The cottage door opened. Ivory spread over the walls as he hung up the lantern. Framed in the small slice of window I watched his blurry silhouette peel off its sweater, tussle with it, drape it inside-out from the pothook above the stove. Rub its hands through its hair. Bend and reappear. His trousers now hanging from the pothook too. For a moment his shape turned abruptly towards me, as if I'd called out to him. We faced each other, both in our frames like two portraits. Then he turned away, equally abruptly, to reach for the lantern. I watched his face light up, become solid and real. As he twisted the wick down I saw clearly the hollows of his temples, his bare shoulders, his wet hair tousled. But then the light sucked itself back down into the lantern's glass bulb, the cottage went dark, and he was gone.
.
The rain isn't too cold but it's the sort of fine, dense blanket that floats sideways in gusts. Seamus is drenched. I'm hunched halfway in the windbreak of his body as he shows me how he's tying the branches of the espalier to its wiring with bits of rag. My eyes watch his hands but my mind is in the night before, calculating. Small wonder he's irritable. His voice has the thickened drag of fatigue. Where did he go? It's not like him to be out late. He rises early, sleeps early. At dawn he's in the kitchen before Rosalind, fixing himself a solitary first meal. By sunset he's ready to drop. Every evening in my library I watch his eyes glaze over across the board, watch him deploy his last energy. He does love to play chess. But it's his resolution to win, to beat me, that keeps him upright in that chair. What was out there in the dark last night that was so similarly gratifying? What need, or fear, or duty, carried him into the woods?

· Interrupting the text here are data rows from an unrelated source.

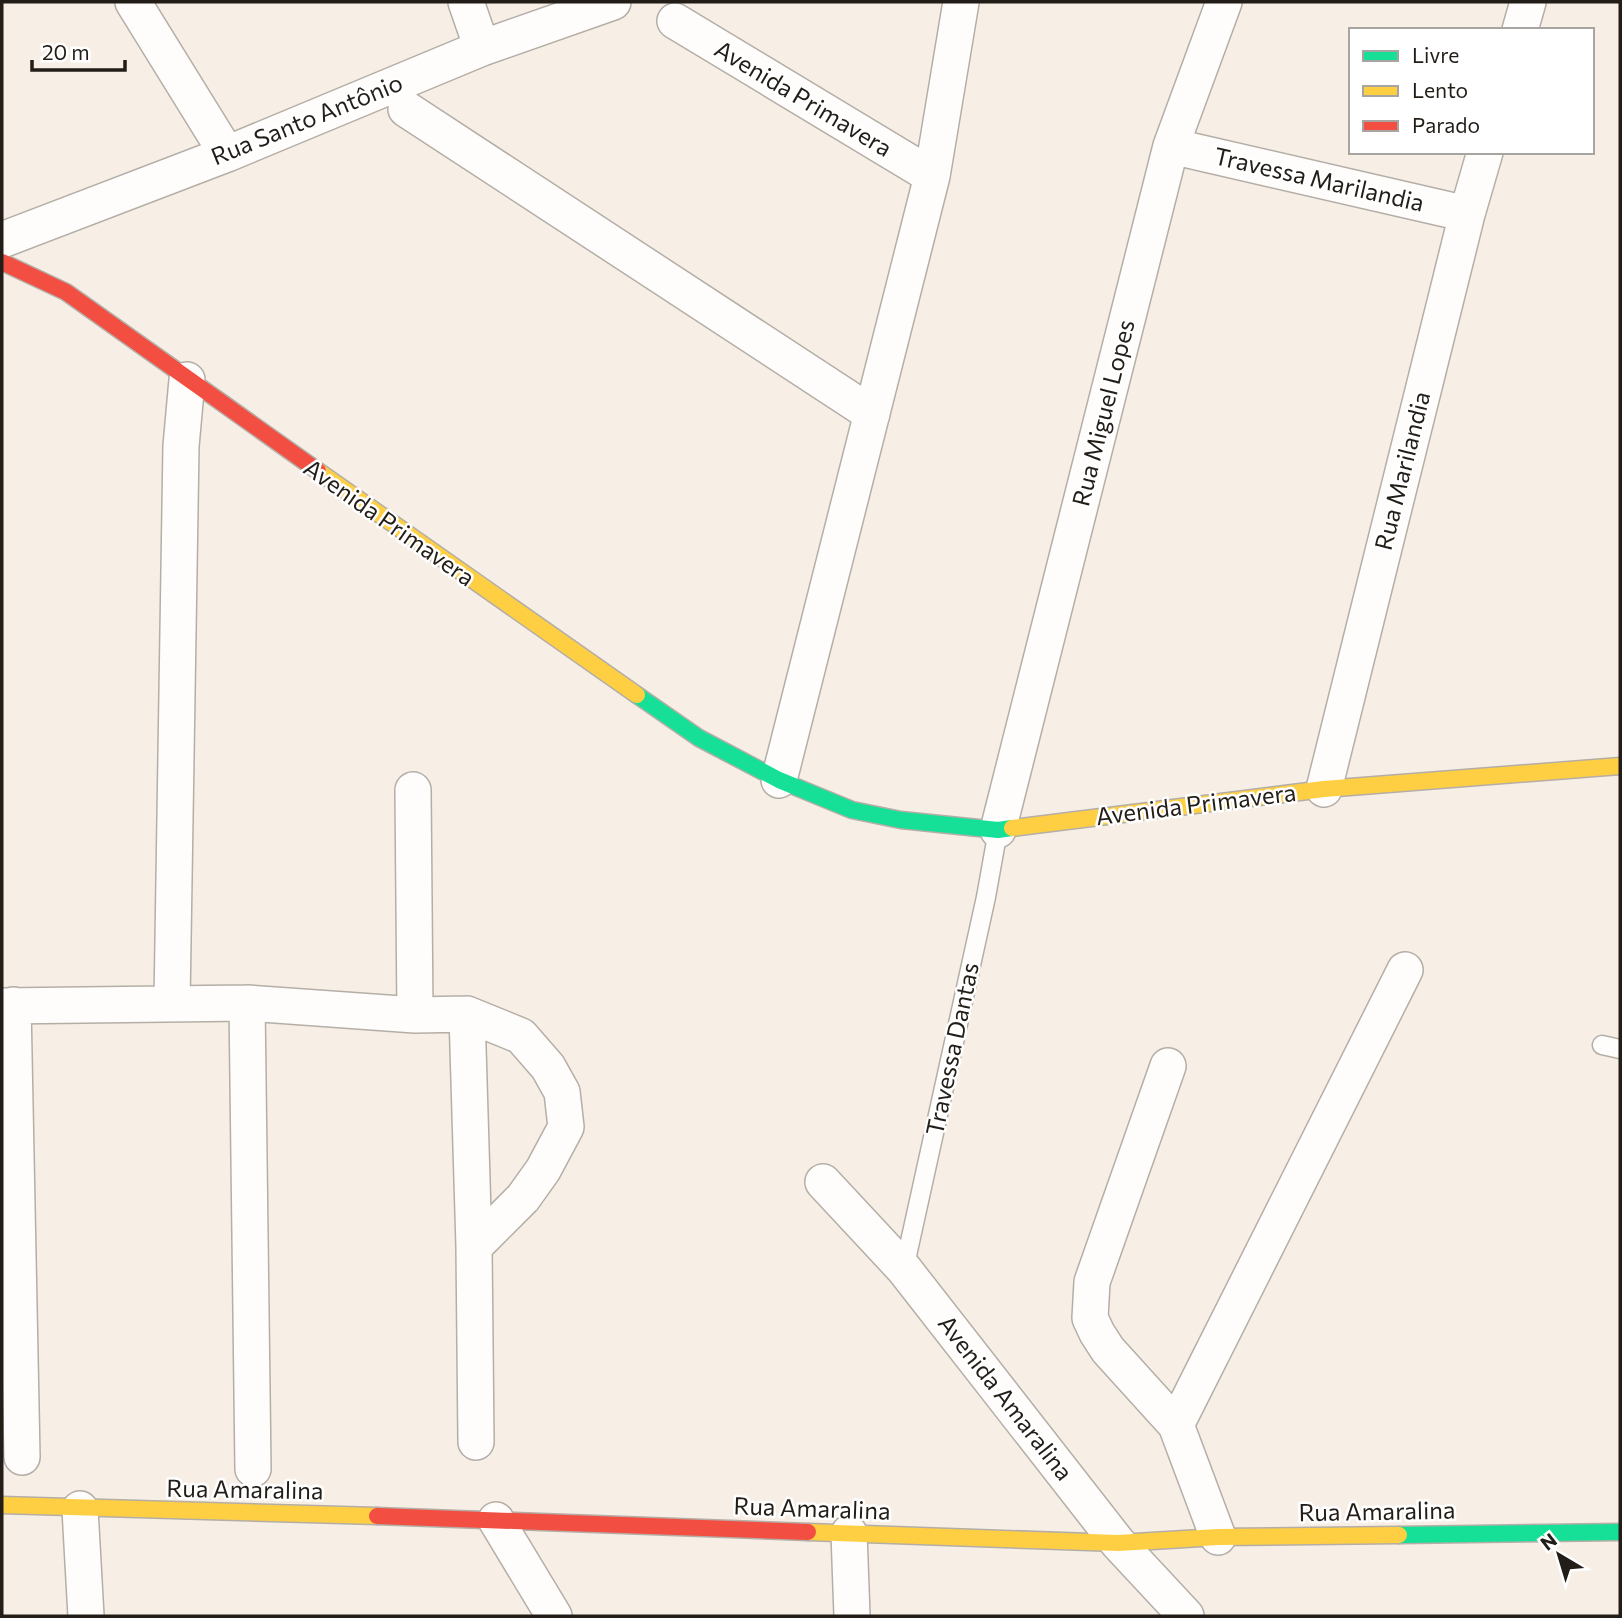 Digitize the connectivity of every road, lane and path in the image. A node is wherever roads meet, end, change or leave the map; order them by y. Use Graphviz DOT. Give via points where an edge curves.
graph roads {
  1 [pos="132,2"];
  2 [pos="466,2"];
  3 [pos="613,2"];
  4 [pos="961,2"];
  5 [pos="1224,2"];
  6 [pos="1528,2"];
  7 [pos="675,21"];
  8 [pos="1521,28"];
  9 [pos="482,48"];
  10 [pos="406,108"];
  11 [pos="1171,146"];
  12 [pos="228,154"];
  13 [pos="1484,154"];
  14 [pos="932,176"];
  15 [pos="1467,214"];
  16 [pos="2,240"];
  17 [pos="2,262"];
  18 [pos="187,380"];
  19 [pos="872,414"];
  20 [pos="1620,766"];
  21 [pos="779,780"];
  22 [pos="1324,789"];
  23 [pos="413,790"];
  24 [pos="998,830"];
  25 [pos="1405,971"];
  26 [pos="172,1003"];
  27 [pos="247,1003"];
  28 [pos="7,1006"];
  29 [pos="467,1014"];
  30 [pos="415,1015"];
  31 [pos="1602,1045"];
  32 [pos="1620,1049"];
  33 [pos="1168,1066"];
  34 [pos="823,1182"];
  35 [pos="474,1247"];
  36 [pos="904,1269"];
  37 [pos="1177,1425"];
  38 [pos="476,1442"];
  39 [pos="22,1457"];
  40 [pos="253,1469"];
  41 [pos="2,1505"];
  42 [pos="80,1509"];
  43 [pos="496,1520"];
  44 [pos="1620,1532"];
  45 [pos="849,1533"];
  46 [pos="1218,1537"];
  47 [pos="1118,1543"];
  48 [pos="86,1616"];
  49 [pos="554,1616"];
  50 [pos="852,1616"];
  51 [pos="1186,1616"];
  1 -- 12 [label="street"];
  2 -- 9 [label="street"];
  3 -- 9 [label="street, Rua Santo Antônio"];
  4 -- 14 [label="street"];
  5 -- 11 [label="street, Rua Miguel Lopes"];
  6 -- 8 [label="street"];
  7 -- 14 [label="street, Avenida Primavera"];
  9 -- 12 [label="street, Rua Santo Antônio"];
  10 -- 19 [label="street"];
  11 -- 15 [label="street, Travessa Marilandia"];
  11 -- 24 [label="street, Rua Miguel Lopes"];
  12 -- 16 [label="street, Rua Santo Antônio"];
  13 -- 15 [label="street, Rua Marilandia"];
  14 -- 19 [label="street"];
  15 -- 22 [label="street, Rua Marilandia"];
  17 -- 18 [label="street, Avenida Primavera" via="66,292"];
  18 -- 21 [label="street, Avenida Primavera" via="699,738"];
  18 -- 26 [label="street" via="181,446"];
  19 -- 21 [label="street"];
  20 -- 22 [label="street, Avenida Primavera"];
  21 -- 24 [label="street, Avenida Primavera" via="852,810"];
  22 -- 24 [label="street, Avenida Primavera"];
  23 -- 30 [label="street"];
  24 -- 36 [label="lane, Travessa Dantas"];
  25 -- 37 [label="street"];
  26 -- 27 [label="street"];
  26 -- 28 [label="street"];
  27 -- 30 [label="street"];
  27 -- 40 [label="street"];
  28 -- 39 [label="street"];
  29 -- 30 [label="street"];
  29 -- 35 [label="street"];
  29 -- 35 [label="street" via="521,1036 562,1092 566,1127 523,1198"];
  31 -- 32 [label="lane"];
  33 -- 37 [label="street" via="1092,1282 1090,1318 1108,1350"];
  34 -- 36 [label="street, Avenida Amaralina"];
  35 -- 38 [label="street"];
  36 -- 47 [label="street, Avenida Amaralina"];
  37 -- 46 [label="street"];
  41 -- 42 [label="street, Rua Amaralina"];
  42 -- 43 [label="street, Rua Amaralina"];
  42 -- 48 [label="street"];
  43 -- 45 [label="street, Rua Amaralina"];
  43 -- 49 [label="street"];
  44 -- 46 [label="street, Rua Amaralina"];
  45 -- 47 [label="street, Rua Amaralina"];
  45 -- 50 [label="street"];
  46 -- 47 [label="street, Rua Amaralina"];
  47 -- 51 [label="street, Avenida Amaralina"];
}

Or desire, I think; of course there is also desire.
Also there was the matter of the expression on his face in the lamplight when he returned. A curious satiated blankness. I recognized it. Another person might have described it as inanimate, perhaps; a descriptor which itself is telling in its irony.
.
I can't ask him about any of this, of course. Instead I pace backwards toward him, wire spooling out from the roll I hold at my chest. He's waiting, sitting high atop the trellis' crossbar, one boot tucked behind it for balance. He's hatless. Rain gutters off of his brow. Funnels into his eyes. He doesn't seem to register it. Myself, I have to keep wiping my face in the crook of my sleeve if I want to see.
He lifts the spool out of my hands with a grimace that says I am less help than he'd hoped for. It's in this moment as I'm handing it up to him that I notice it: The rain is coming fast now. Pelting us. But he isn't squinting as I am. The drops hit his open eyes, fill them, roll from them like tears. He doesn't even notice. Nor does he blink. I don't know that I've ever seen anything like it before.
Perhaps it's merely a trick you learn while at sea, I don't know. But it sparks another thought, a memory: his tousled wet head last night shining glossy in the lantern's glow. He'd dried it with his sweater. After coming home from his walk, a secretive late walk through a clear and cloudless night.